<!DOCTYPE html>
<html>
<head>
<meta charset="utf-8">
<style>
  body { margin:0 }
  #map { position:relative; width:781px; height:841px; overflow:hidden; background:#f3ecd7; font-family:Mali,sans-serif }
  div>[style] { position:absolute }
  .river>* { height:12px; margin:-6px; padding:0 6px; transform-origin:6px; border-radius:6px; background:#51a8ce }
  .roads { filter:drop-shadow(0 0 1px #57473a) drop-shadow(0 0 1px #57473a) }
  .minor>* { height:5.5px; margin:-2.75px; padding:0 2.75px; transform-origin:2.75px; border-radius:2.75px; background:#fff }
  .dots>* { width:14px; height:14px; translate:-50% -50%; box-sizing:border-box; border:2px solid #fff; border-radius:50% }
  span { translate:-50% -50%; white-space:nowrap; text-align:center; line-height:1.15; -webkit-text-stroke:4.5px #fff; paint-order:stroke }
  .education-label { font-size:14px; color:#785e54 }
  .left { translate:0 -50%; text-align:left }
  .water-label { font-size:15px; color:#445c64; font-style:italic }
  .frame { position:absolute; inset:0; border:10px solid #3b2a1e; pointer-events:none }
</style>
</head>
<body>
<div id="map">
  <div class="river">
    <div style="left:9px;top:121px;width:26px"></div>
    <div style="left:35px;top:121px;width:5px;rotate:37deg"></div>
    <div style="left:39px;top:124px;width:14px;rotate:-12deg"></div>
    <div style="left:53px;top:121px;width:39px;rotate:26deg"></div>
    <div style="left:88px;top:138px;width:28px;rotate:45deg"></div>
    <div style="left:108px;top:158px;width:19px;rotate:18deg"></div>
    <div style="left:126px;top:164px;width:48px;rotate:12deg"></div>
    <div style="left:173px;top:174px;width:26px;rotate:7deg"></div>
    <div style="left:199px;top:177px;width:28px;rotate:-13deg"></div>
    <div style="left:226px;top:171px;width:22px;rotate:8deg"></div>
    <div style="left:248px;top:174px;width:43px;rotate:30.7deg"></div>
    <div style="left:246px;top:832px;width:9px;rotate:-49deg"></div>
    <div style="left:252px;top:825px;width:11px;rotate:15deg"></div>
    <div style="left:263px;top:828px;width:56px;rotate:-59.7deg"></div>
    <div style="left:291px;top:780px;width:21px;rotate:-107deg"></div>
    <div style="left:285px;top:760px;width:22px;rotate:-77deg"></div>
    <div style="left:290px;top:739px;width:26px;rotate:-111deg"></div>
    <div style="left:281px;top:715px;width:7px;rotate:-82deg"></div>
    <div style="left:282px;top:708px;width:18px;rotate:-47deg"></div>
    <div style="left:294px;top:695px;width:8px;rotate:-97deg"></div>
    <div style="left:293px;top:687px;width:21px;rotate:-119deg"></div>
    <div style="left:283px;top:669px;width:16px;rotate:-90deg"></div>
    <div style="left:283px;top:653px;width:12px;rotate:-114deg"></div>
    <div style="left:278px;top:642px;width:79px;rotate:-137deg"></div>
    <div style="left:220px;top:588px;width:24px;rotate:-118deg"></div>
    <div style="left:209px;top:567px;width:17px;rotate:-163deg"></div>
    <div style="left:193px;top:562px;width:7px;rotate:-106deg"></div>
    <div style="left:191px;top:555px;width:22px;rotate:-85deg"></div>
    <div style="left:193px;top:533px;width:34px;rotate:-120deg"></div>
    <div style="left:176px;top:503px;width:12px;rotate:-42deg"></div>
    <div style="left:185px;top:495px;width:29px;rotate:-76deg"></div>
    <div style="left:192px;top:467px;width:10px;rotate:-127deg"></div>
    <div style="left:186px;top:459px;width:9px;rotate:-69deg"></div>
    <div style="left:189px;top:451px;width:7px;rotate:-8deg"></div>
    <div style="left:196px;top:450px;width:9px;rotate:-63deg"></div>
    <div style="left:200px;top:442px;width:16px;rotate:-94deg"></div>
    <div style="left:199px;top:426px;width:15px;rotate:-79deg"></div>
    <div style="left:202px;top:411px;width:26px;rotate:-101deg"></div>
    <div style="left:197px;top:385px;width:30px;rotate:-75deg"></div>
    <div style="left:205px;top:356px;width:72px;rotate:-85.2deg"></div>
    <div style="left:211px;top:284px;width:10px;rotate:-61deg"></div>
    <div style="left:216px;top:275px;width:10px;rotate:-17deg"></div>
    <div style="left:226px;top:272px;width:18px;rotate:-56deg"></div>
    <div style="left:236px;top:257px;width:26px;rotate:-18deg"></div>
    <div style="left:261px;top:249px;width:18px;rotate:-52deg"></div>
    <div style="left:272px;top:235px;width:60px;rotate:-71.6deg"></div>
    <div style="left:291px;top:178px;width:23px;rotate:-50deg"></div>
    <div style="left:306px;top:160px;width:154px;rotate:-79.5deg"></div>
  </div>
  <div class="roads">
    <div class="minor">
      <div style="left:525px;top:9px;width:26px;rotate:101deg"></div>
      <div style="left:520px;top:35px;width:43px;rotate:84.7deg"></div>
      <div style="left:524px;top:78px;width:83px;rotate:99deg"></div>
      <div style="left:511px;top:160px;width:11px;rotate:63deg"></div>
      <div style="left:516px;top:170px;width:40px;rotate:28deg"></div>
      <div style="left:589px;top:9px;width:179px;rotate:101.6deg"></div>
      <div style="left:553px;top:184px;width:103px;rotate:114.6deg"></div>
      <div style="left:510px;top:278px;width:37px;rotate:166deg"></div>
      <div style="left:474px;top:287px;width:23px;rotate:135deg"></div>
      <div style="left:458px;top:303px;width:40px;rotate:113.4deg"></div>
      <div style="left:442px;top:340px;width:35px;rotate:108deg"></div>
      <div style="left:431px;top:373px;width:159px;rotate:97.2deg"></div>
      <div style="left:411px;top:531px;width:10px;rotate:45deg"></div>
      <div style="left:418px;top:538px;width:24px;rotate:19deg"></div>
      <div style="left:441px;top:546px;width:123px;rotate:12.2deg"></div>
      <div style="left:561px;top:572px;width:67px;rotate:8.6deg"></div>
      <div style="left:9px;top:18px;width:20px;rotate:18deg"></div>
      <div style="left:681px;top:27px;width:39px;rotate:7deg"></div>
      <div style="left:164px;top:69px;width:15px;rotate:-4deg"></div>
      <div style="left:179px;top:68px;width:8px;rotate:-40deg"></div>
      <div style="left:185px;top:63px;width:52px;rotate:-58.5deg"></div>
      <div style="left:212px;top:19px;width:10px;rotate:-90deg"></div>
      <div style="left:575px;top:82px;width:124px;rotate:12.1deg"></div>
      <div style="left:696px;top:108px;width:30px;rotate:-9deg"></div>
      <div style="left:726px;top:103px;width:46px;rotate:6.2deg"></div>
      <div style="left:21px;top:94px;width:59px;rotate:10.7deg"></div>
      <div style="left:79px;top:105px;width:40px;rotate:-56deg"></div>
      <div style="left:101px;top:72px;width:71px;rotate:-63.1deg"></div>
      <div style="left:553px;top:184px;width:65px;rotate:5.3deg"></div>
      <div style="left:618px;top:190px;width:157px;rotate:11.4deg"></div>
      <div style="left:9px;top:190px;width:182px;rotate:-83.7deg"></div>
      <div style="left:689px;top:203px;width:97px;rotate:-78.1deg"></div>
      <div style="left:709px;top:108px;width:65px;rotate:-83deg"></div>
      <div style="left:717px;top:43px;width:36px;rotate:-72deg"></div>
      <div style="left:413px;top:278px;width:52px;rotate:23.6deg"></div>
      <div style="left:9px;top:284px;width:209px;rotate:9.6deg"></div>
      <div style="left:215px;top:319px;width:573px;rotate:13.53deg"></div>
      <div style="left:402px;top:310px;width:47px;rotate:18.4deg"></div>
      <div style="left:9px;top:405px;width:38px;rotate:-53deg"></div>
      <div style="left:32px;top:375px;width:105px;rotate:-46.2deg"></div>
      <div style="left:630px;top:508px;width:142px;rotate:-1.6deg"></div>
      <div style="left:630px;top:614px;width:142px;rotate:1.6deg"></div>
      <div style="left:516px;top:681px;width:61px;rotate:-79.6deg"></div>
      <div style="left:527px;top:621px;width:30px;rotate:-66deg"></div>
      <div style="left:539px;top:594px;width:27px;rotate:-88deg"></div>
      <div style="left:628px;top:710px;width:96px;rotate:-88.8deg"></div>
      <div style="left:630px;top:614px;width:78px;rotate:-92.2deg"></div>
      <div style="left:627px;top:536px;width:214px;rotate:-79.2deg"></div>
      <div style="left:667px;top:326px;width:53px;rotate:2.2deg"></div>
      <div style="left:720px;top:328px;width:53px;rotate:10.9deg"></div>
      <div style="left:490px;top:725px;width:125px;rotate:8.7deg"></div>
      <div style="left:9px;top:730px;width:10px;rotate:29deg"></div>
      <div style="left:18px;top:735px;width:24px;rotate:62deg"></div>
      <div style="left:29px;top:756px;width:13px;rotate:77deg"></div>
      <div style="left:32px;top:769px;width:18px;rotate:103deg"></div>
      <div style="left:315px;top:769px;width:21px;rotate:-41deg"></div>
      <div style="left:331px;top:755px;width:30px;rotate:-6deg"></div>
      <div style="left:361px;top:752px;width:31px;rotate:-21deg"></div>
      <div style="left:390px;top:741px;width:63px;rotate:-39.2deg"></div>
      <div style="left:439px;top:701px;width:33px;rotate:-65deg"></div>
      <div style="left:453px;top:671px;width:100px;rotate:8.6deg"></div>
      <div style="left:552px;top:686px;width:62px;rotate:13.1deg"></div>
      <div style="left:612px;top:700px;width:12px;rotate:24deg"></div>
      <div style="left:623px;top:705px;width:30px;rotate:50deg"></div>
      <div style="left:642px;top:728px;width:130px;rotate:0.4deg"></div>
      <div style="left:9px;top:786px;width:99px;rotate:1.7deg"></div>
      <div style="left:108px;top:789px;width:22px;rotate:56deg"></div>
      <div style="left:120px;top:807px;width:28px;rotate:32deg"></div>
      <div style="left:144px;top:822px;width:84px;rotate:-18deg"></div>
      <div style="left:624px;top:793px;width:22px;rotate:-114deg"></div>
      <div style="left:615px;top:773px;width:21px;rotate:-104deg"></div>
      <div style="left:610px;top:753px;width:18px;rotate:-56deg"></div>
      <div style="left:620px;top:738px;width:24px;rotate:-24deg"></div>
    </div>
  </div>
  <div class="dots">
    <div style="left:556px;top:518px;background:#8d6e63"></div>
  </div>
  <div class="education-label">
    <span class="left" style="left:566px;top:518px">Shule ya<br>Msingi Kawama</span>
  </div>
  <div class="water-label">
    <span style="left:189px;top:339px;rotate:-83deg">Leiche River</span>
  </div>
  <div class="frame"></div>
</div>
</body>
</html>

☆ ☆ ☆ ☆ ☆

Of the lines above, output exactly those from the line bearing "position:relative; width:781px; height:841px;" through the line bearing "width:14px; height:14px; translate:-50%", inclusive.

RESULT OF THIS TASK –
  #map { position:relative; width:781px; height:841px; overflow:hidden; background:#f3ecd7; font-family:Mali,sans-serif }
  div>[style] { position:absolute }
  .river>* { height:12px; margin:-6px; padding:0 6px; transform-origin:6px; border-radius:6px; background:#51a8ce }
  .roads { filter:drop-shadow(0 0 1px #57473a) drop-shadow(0 0 1px #57473a) }
  .minor>* { height:5.5px; margin:-2.75px; padding:0 2.75px; transform-origin:2.75px; border-radius:2.75px; background:#fff }
  .dots>* { width:14px; height:14px; translate:-50% -50%; box-sizing:border-box; border:2px solid #fff; border-radius:50% }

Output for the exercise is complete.